Minha mais recente crônica aqui publicada - Nova Itapirema - fala de um antigo conhecido que tinha morado lá pras bandas do vilarejo de Monte Belo. Seu sobrinho Manoel Freitas entrou em contato comigo para dizer que seu tio mora com ele em Rio Preto e que, apesar da idade – mais de 90 anos –, ainda está lúcido e que se emocionou ao ver seu nome no jornal. Diz que ficou todo choroso ao se lembrar de tempos idos e que desejava falar comigo. Sábado passado, fui me encontrar com meu antigo amigo.
Toquei a campazinha, confesso que estava emocionado pelo encontro de há muito sem nos vermos. Sem perguntar de quem se tratava, abriram o portão. Seu Custódio estava em pé no alpendre à minha espera. Dei-lhe um abraço afetuoso e um beijo naquelas faces sulcadas pelos arados da vida. Barba acabada de ser feita, senti o perfume do leite de rosas e no mesmo instante me lembrei do meu pai. Foi através dele que passei a usar e continuo até hoje, para me lembrar do meu velho, toda manhã ao me barbear.
Senta-se numa cadeira azul de cordinhas de plástico. Me convida a sentar também. Agradece sua inserção na crônica. Pergunto se ele tem saudades da infância na Bahia. Disse que sempre pensou em ir lá para rever a terra natal, mas nunca teve oportunidade. Gostaria também de voltar à fazenda onde nasceu. Dizem que o local ainda mantém as características de antanho. Seu avô paterno era escravo e sofreu todas as agruras dos africanos, arrancados à força de seus países, que foram trazidos para essas terras para enriquecer seus donos. Depois da captura, eram levados por outros negros até a cidade e lá eram vendidos. As famílias eram separadas e nunca mais se viam. A viagem no porão do navio era custosa e cheia de dificuldades.

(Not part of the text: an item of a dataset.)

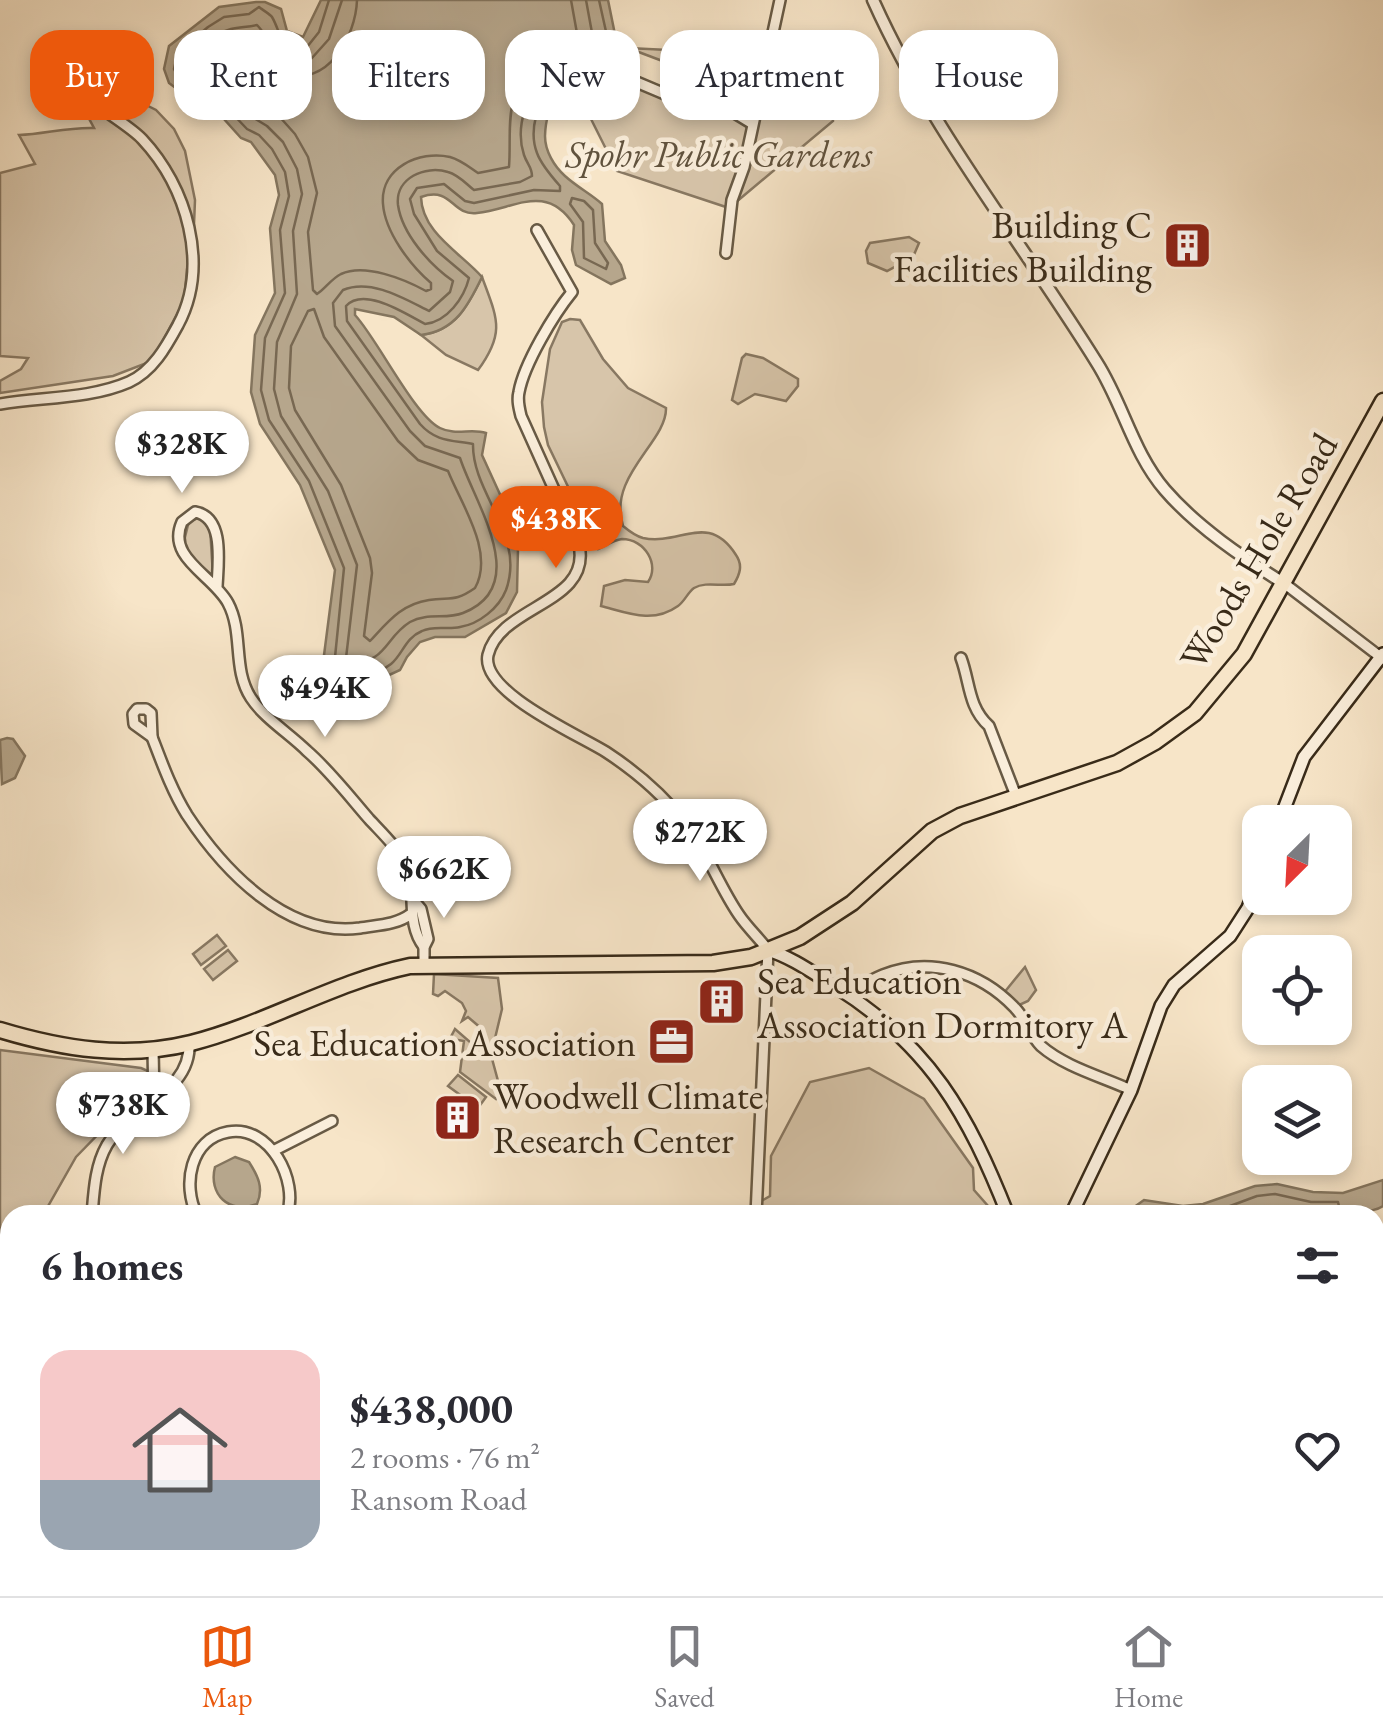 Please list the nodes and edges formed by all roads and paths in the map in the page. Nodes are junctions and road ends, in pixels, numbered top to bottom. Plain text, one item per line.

Muitos morriam pela precariedade e pela fome. Era servida uma única refeição, que não passava de fubá com água. Seu Custódio se emociona várias vezes ao se lembrar de seus entes queridos. Foi com a avó Maria das Dores que aprendeu rezas para curar as mais diversas doenças. Aprendeu a entrar no mato e tirar de lá raízes, plantas, sementes e folhas com as quais fazia garrafadas para aliviar as dores dos seus. Era chamado para benzer desde bicheiras nos animais até conversar com cobras quando picavam o gado no pasto. Pergunto se essa história era verdade e como era feito. Me diz que sim, era verdade. Só não podia me dizer o que acontecia, a não ser se um dia eu fosse iniciado nos sagrados segredos dos seus ancestrais africanos. Eu disse que meu avô também foi escravo. Pronto, você, como neto, tem sangue africano e está apto a ser iniciado, disse-me. Levei um susto. Ele percebeu e, para me acalmar, deu leve sorriso dizendo ser brincadeira. Penso que seu Custódio vai ficar todo garboso ao saber de uma crônica inteira sobre ele.